Bu olaydan yola çıkarak söylemek istediğim iki şey var. Birincisi, biraz duygusala kaçsa da, bu felaketin ardından gerçekten de yapılabilecek şeylerle ilgili; ikincisi, tamamen bazı insanların televizyonlarda çıkıp söyledikleri sözlere yönelik düşüncelerim olacaktır.

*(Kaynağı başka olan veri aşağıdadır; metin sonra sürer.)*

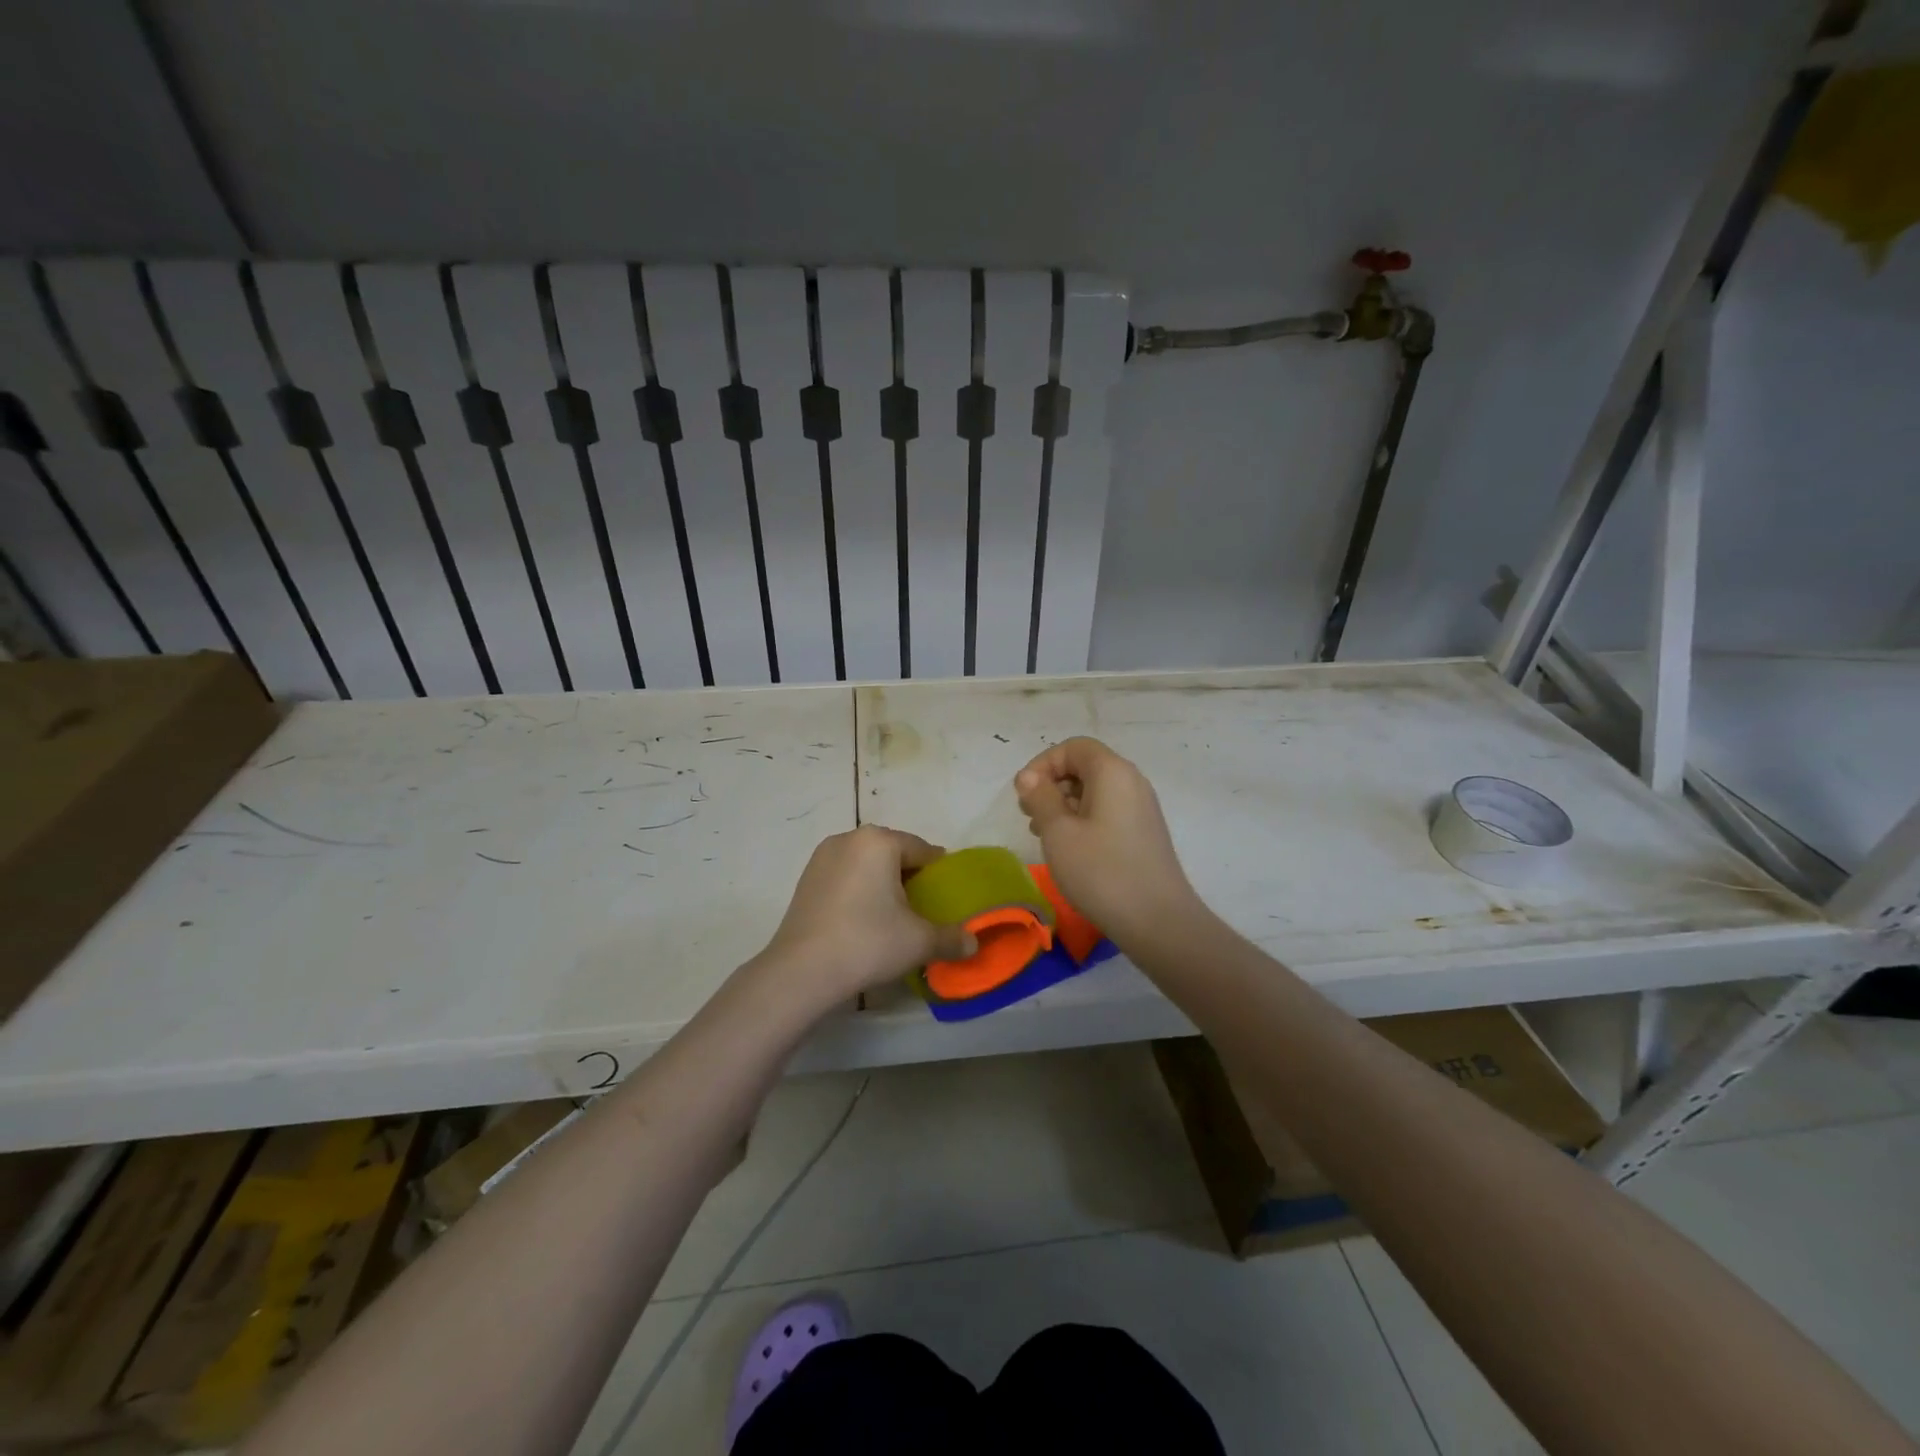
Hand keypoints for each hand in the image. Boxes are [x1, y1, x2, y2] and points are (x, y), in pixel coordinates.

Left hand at [753, 826, 976, 1011]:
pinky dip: (858, 891)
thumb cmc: (868, 942)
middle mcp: (850, 838)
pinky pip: (845, 876)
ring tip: (892, 917)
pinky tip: (863, 921)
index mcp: (880, 841)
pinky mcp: (805, 879)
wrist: (802, 971)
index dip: (939, 874)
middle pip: (893, 853)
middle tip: (922, 910)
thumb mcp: (920, 941)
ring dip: (882, 883)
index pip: (923, 850)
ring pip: (866, 864)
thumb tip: (974, 944)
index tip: (946, 899)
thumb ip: (952, 938)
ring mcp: (822, 857)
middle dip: (909, 877)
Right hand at [1015, 737, 1203, 949]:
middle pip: (1085, 766)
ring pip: (1095, 791)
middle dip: (1052, 785)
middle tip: (1030, 817)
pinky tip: (1070, 850)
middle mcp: (1132, 781)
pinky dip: (1083, 820)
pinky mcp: (1144, 832)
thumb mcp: (1058, 833)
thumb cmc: (1102, 872)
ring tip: (1045, 836)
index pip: (1073, 747)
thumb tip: (1029, 776)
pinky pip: (1108, 811)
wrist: (1158, 921)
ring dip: (1065, 805)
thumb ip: (1040, 797)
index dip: (1043, 764)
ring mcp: (1142, 808)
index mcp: (1112, 772)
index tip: (1024, 795)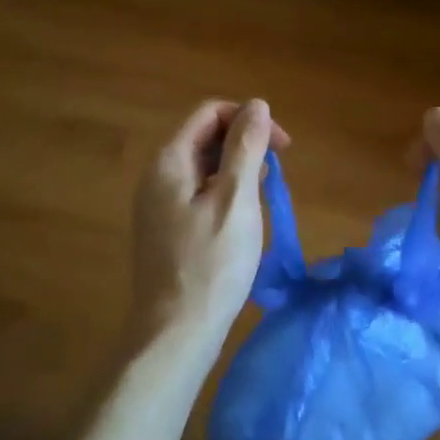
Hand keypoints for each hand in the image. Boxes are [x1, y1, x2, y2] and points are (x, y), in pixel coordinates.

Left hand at [130, 99, 288, 355]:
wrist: (174, 334)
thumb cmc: (211, 264)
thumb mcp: (236, 199)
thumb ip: (246, 148)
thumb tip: (257, 105)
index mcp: (170, 161)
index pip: (210, 113)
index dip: (248, 119)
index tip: (283, 147)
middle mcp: (156, 176)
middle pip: (203, 137)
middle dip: (244, 143)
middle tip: (276, 173)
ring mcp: (157, 205)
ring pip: (202, 167)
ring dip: (236, 169)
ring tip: (263, 196)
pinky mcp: (164, 230)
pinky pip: (197, 193)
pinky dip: (224, 193)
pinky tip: (242, 219)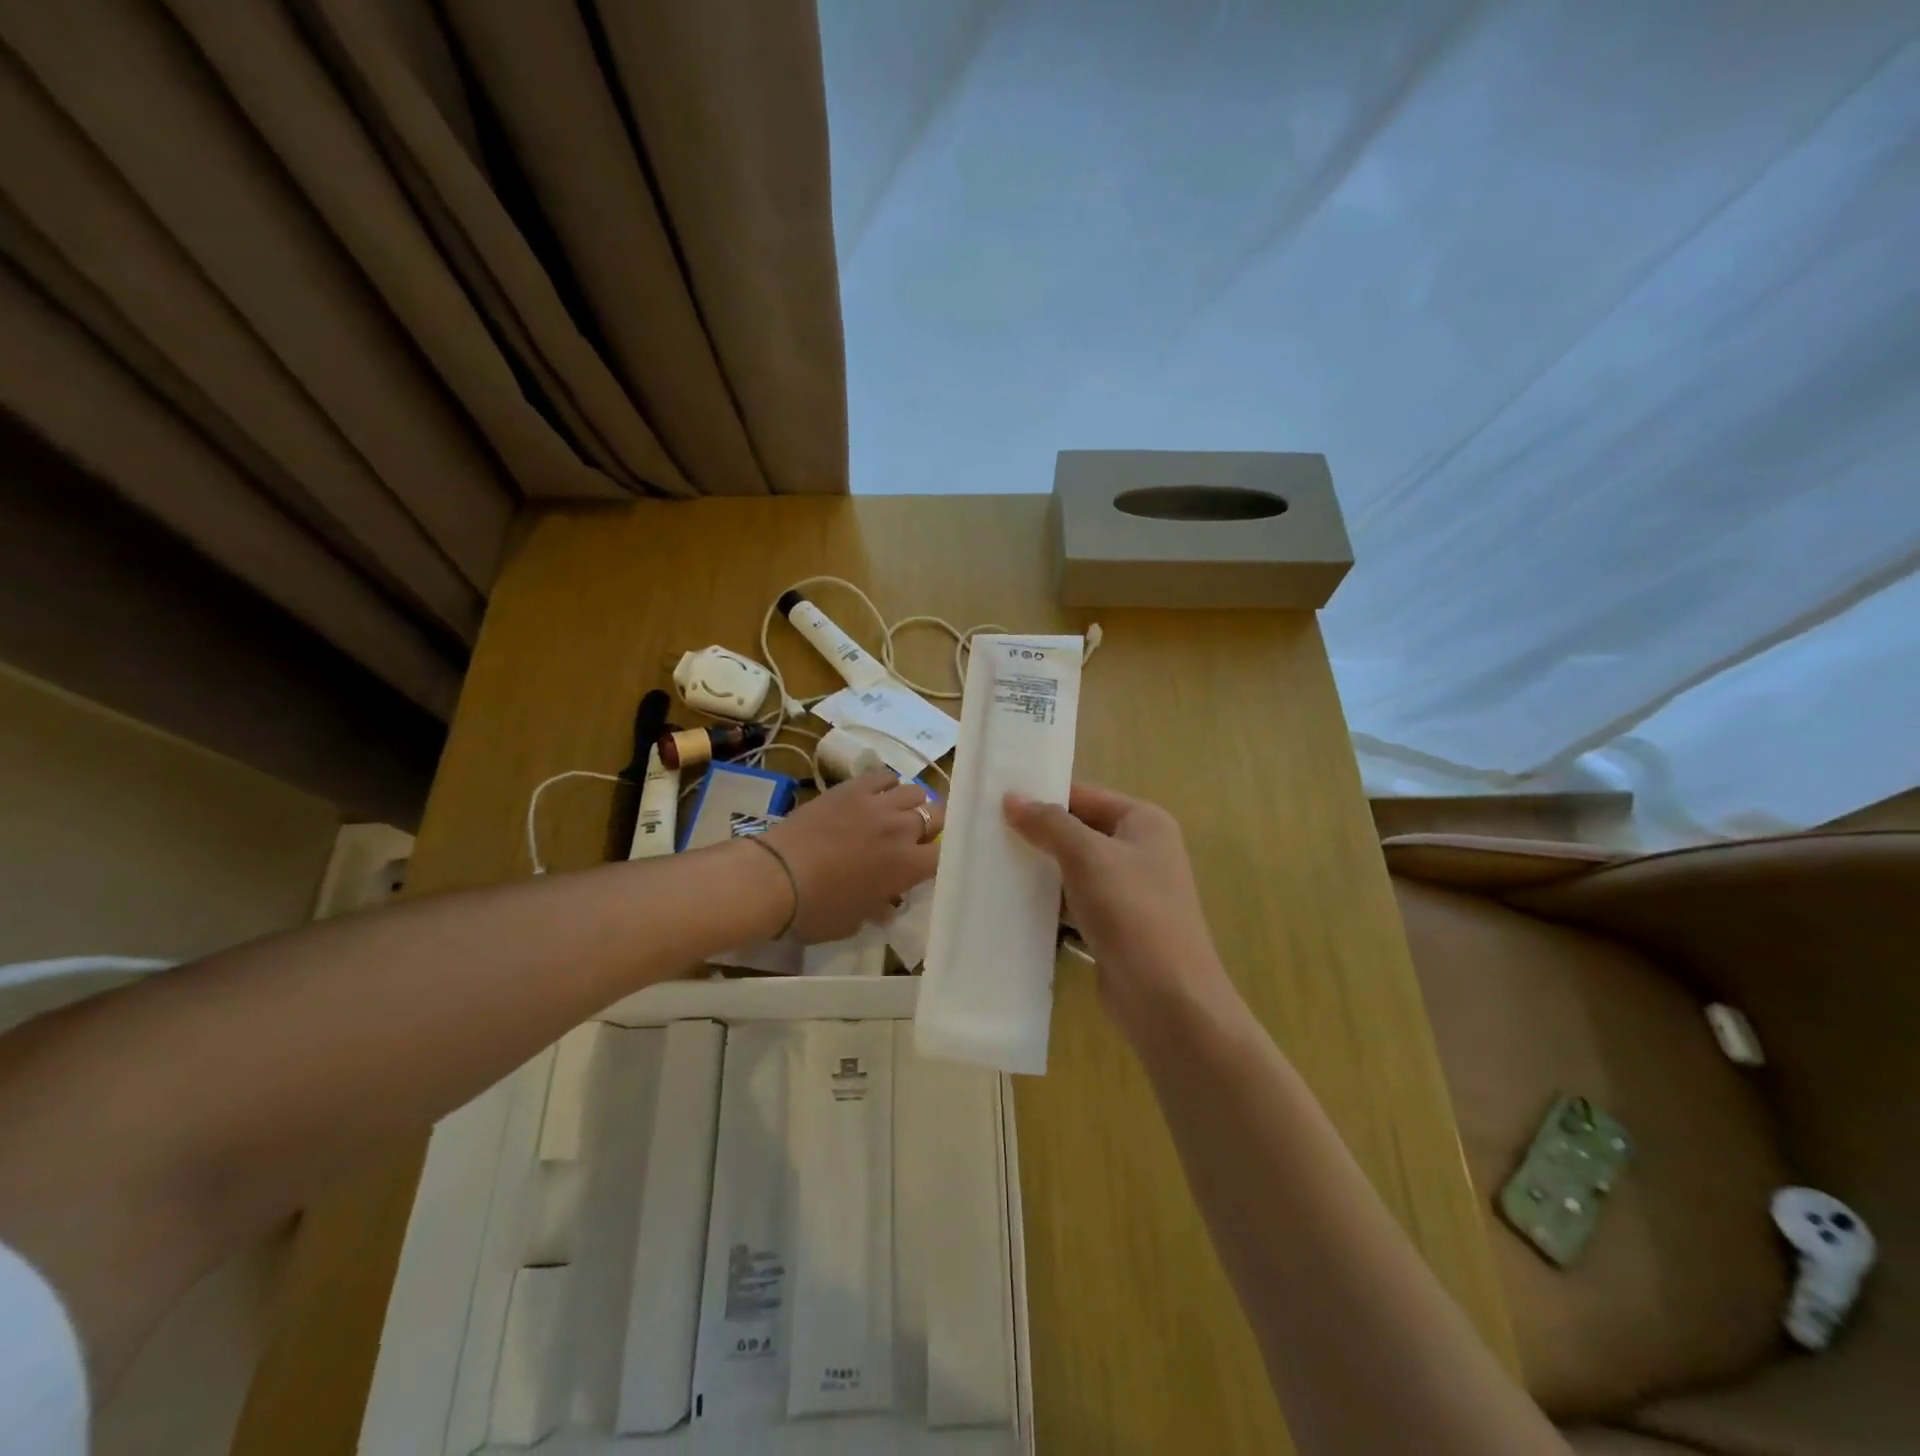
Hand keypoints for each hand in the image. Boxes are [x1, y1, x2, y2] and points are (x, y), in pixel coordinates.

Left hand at [760, 769, 942, 941]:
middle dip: (931, 826)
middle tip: (915, 838)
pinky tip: (876, 796)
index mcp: (906, 866)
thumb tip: (886, 905)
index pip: (943, 855)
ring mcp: (877, 803)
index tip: (928, 865)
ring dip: (911, 804)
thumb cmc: (816, 909)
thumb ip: (877, 909)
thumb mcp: (853, 922)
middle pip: (936, 815)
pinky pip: (883, 776)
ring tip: (896, 814)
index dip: (940, 858)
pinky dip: (886, 785)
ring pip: (914, 791)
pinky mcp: (852, 788)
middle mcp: (900, 829)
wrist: (775, 876)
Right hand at [1004, 783, 1236, 1037]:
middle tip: (986, 832)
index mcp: (1144, 822)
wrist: (1167, 999)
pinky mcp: (1114, 926)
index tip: (996, 799)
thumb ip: (1049, 823)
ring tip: (989, 864)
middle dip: (1037, 834)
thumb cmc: (1132, 912)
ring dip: (1039, 869)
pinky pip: (1074, 903)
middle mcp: (1140, 851)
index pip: (1085, 795)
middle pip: (1078, 831)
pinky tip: (1011, 903)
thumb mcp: (1087, 856)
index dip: (1043, 795)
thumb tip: (1011, 797)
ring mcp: (1128, 891)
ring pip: (1073, 869)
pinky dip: (1048, 902)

Birinciyle başlamak gerekirse, ilk söylemek istediğim ve dikkatimi en çok çeken kısımdır. Japonya’da böyle bir felaket olduktan sonra, birçok ülke yardım çalışmalarında bulundu, hazırlıklar yaptı, kimi ülkeler bizzat yardım yolladı, kimi ülkeler de hiç umursamadı. Burada yardım yollamayanların ya da yollayanların, nasıl ve ne şekilde bu durumda olduklarını yargılamak bana düşmez. Ancak kendi ülkem adına, 5 kişilik bir ekibin, hatta bir tanesinin gazeteci olduğu bir “yardım” ekibinin(!), Japonya’ya yollanması beni şaşırttı. Daha önceki yıllarda da meydana gelen felaketlerde hangi ülke olursa olsun yardım ettik. Gemilerle, uçaklarla, yardım ekipleriyle birçok ihtiyaç malzemesi gönderildi. Şimdi Japonya’da, 8.9’luk bir depremin ardından, tsunami birçok insanın kaybolmasına, ölmesine neden oldu. Üstelik, Japonya yaralarını öncelikle kendi sarmaya çalışıyor. Bir de bunun üzerine nükleer santralle uğraşıyorlar. Nükleer santral yapılması ne derece doğru, bunun tartışılması çok ayrı bir olay ancak bu bir doğa olayı olduğu için kimse buna karşı koyamaz, ancak elle tutulur bir yardım da mı edilmez? Türkiye’de, bir televizyon programında 2 saniyelik bir telefon konuşması ardından 100.000 TL, 50.000 TL gibi yüksek sayılarda, kendi adına da reklam olsun diye yardımda bulunan insanlar, reklam olmadan yardım yapmazlar mı? Muhtaç insanların televizyonda mı olması gerekiyor ki siz yardım edesiniz? Şimdi belki de okurken, “sen de iyice saçmaladın” diyorsunuz, ancak dünyada, politika yüzünden olsun, sosyal gruplar ya da “hükmediciler” yüzünden olsun, zaten dengeler çok fazla değişmiş. Konu insanlık olduğunda bile bu kadar katı yürekli olmanın kimseye yararı olmaz. Kendi ülkenizdeki bir depremde nasıl insanlar öldü diye üzülüyorsanız, oradakiler de insan… Belki yeterince çarpıcı olamadım ama bunu herkesin bir durup düşünmesi kanaatindeyim.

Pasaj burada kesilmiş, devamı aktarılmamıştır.